Below are the records; retype each one exactly.

Collected data:
********
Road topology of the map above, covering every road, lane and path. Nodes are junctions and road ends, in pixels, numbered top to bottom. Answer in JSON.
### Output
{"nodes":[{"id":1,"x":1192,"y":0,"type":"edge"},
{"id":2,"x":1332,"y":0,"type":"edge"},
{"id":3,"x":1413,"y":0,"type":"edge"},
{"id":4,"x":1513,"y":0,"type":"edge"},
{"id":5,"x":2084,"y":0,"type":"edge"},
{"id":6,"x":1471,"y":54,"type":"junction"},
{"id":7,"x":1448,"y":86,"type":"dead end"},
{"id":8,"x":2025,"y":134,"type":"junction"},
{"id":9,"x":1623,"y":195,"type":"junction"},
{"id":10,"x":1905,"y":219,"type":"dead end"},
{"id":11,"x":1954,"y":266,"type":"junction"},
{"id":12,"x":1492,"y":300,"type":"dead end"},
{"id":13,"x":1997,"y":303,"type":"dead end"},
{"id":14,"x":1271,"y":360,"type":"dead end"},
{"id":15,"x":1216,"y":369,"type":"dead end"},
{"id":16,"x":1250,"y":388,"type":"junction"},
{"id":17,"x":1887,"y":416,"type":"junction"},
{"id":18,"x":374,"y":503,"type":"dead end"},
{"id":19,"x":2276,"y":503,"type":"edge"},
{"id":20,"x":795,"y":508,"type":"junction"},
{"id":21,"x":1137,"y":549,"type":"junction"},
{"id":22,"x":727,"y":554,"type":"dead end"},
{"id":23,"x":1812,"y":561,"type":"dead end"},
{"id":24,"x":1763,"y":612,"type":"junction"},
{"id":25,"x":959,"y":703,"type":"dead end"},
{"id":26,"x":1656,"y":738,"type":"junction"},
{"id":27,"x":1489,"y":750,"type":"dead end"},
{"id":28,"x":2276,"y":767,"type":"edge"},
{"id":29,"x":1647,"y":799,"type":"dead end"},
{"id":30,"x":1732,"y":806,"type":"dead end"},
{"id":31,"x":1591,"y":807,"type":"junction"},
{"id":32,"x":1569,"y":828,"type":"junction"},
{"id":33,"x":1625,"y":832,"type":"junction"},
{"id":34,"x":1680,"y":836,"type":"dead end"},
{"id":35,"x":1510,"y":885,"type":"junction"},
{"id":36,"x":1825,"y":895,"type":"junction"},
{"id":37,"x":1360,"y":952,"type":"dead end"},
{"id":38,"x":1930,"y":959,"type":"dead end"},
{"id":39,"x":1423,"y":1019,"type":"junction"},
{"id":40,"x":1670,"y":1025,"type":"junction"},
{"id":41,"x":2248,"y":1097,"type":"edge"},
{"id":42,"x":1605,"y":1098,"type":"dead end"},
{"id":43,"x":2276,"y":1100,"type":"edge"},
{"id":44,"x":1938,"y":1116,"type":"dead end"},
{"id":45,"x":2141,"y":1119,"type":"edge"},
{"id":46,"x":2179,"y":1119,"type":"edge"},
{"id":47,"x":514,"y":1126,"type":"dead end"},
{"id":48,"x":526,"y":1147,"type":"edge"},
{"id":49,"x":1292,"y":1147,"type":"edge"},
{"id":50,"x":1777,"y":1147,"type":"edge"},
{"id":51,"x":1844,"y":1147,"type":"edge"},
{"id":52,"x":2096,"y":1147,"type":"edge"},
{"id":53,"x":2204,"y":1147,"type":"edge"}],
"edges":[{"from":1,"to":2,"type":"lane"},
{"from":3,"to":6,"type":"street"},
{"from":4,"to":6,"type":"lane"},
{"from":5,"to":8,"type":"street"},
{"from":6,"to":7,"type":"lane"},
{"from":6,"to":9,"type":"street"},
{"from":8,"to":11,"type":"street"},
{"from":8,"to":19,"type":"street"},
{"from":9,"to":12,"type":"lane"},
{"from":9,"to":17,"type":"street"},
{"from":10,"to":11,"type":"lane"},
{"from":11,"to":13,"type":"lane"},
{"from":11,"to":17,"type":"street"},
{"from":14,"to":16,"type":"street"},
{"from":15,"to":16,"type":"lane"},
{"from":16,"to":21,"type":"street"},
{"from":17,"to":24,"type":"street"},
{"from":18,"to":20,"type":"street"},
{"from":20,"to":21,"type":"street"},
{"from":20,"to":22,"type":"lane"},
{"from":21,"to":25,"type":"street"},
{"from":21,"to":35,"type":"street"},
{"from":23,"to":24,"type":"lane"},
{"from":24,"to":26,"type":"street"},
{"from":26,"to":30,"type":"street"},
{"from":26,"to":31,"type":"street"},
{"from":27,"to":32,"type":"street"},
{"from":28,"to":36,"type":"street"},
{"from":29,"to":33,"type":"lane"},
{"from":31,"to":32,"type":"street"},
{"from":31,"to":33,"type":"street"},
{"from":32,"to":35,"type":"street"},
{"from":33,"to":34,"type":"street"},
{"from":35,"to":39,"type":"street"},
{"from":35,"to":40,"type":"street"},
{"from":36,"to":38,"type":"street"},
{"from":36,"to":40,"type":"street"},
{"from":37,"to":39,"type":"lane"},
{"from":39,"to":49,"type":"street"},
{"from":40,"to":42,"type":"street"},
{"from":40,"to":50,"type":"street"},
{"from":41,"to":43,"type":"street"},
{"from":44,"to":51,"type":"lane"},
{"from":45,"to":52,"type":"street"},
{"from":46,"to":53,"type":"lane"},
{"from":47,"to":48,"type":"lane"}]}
********
Response:
Road topology of the map above, covering every road, lane and path. Nodes are junctions and road ends, in pixels, numbered top to bottom. Answer in JSON.
### Output
{"nodes":[{"id":1,"x":1192,"y":0,"type":"edge"},
{"id":2,"x":1332,"y":0,"type":"edge"},
{"id":3,"x":1413,"y":0,"type":"edge"},
{"id":4,"x":1513,"y":0,"type":"edge"},
{"id":5,"x":2084,"y":0,"type":"edge"},
{"id":6,"x":1471,"y":54,"type":"junction"},
{"id":7,"x":1448,"y":86,"type":"dead end"},
{"id":8,"x":2025,"y":134,"type":"junction"},
{"id":9,"x":1623,"y":195,"type":"junction"},
{"id":10,"x":1905,"y":219,"type":"dead end"},
{"id":11,"x":1954,"y":266,"type":"junction"},
{"id":12,"x":1492,"y":300,"type":"dead end"},
{"id":13,"x":1997,"y":303,"type":"dead end"},
{"id":14,"x":1271,"y":360,"type":"dead end"},
{"id":15,"x":1216,"y":369,"type":"dead end"},
{"id":16,"x":1250,"y":388,"type":"junction"},
{"id":17,"x":1887,"y":416,"type":"junction"},
{"id":18,"x":374,"y":503,"type":"dead end"},
{"id":19,"x":2276,"y":503,"type":"edge"},
{"id":20,"x":795,"y":508,"type":"junction"},
{"id":21,"x":1137,"y":549,"type":"junction"},
{"id":22,"x":727,"y":554,"type":"dead end"},
{"id":23,"x":1812,"y":561,"type":"dead end"},
{"id":24,"x":1763,"y":612,"type":"junction"},
{"id":25,"x":959,"y":703,"type":"dead end"},
{"id":26,"x":1656,"y":738,"type":"junction"},
{"id":27,"x":1489,"y":750,"type":"dead end"},
{"id":28,"x":2276,"y":767,"type":"edge"},
{"id":29,"x":1647,"y":799,"type":"dead end"},
{"id":30,"x":1732,"y":806,"type":"dead end"},
{"id":31,"x":1591,"y":807,"type":"junction"},
{"id":32,"x":1569,"y":828,"type":"junction"},
{"id":33,"x":1625,"y":832,"type":"junction"},
{"id":34,"x":1680,"y":836,"type":"dead end"},
{"id":35,"x":1510,"y":885,"type":"junction"},
{"id":36,"x":1825,"y":895,"type":"junction"},
{"id":37,"x":1360,"y":952,"type":"dead end"},
{"id":38,"x":1930,"y":959,"type":"dead end"},
{"id":39,"x":1423,"y":1019,"type":"junction"},
{"id":40,"x":1670,"y":1025,"type":"junction"},
{"id":41,"x":2248,"y":1097,"type":"edge"},
{"id":42,"x":1605,"y":1098,"type":"dead end"},
{"id":43,"x":2276,"y":1100,"type":"edge"},
{"id":44,"x":1938,"y":1116,"type":"dead end"},
{"id":45,"x":2141,"y":1119,"type":"edge"},
{"id":46,"x":2179,"y":1119,"type":"edge"},
{"id":47,"x":514,"y":1126,"type":"dead end"},
{"id":48,"x":526,"y":1147,"type":"edge"},
{"id":49,"x":1292,"y":1147,"type":"edge"},
{"id":50,"x":1777,"y":1147,"type":"edge"},
{"id":51,"x":1844,"y":1147,"type":"edge"},
{"id":52,"x":2096,"y":1147,"type":"edge"},
{"id":53,"x":2204,"y":1147,"type":"edge"}],
"edges":[{"from":1,"to":2,"type":"lane"},
{"from":3,"to":6,"type":"street"},
{"from":4,"to":6,"type":"lane"},
{"from":5,"to":8,"type":"street"},
{"from":6,"to":7,"type":"lane"},
{"from":6,"to":9,"type":"street"},
{"from":8,"to":11,"type":"street"},
{"from":8,"to":19,"type":"street"},
{"from":9,"to":12,"type":"lane"},
{"from":9,"to":17,"type":"street"},
{"from":10,"to":11,"type":"lane"},
{"from":11,"to":13,"type":"lane"},
{"from":11,"to":17,"type":"street"},
{"from":14,"to":16,"type":"street"},
{"from":15,"to":16,"type":"lane"},
{"from":16,"to":21,"type":"street"},
{"from":17,"to":24,"type":"street"},
{"from":18,"to":20,"type":"street"},
{"from":20,"to":21,"type":"street"},
{"from":20,"to":22,"type":"lane"},
{"from":21,"to":25,"type":"street"},
{"from":21,"to":35,"type":"street"},
{"from":23,"to":24,"type":"lane"},
{"from":24,"to":26,"type":"street"},
{"from":26,"to":30,"type":"street"},
{"from":26,"to":31,"type":"street"},
{"from":27,"to":32,"type":"street"},
{"from":28,"to":36,"type":"street"},
{"from":29,"to":33,"type":"lane"},
{"from":31,"to":32,"type":"street"},
{"from":31,"to":33,"type":"street"},
{"from":32,"to":35,"type":"street"},
{"from":33,"to":34,"type":"street"},
{"from":35,"to":39,"type":"street"},
{"from":35,"to":40,"type":"street"},
{"from":36,"to":38,"type":"street"},
{"from":36,"to":40,"type":"street"},
{"from":37,"to":39,"type":"lane"},
{"from":39,"to":49,"type":"street"},
{"from":40,"to":42,"type":"street"},
{"from":40,"to":50,"type":"street"},
{"from":41,"to":43,"type":"street"},
{"from":44,"to":51,"type":"lane"},
{"from":45,"to":52,"type":"street"},
{"from":46,"to":53,"type":"lane"},
{"from":47,"to":48,"type":"lane"}]}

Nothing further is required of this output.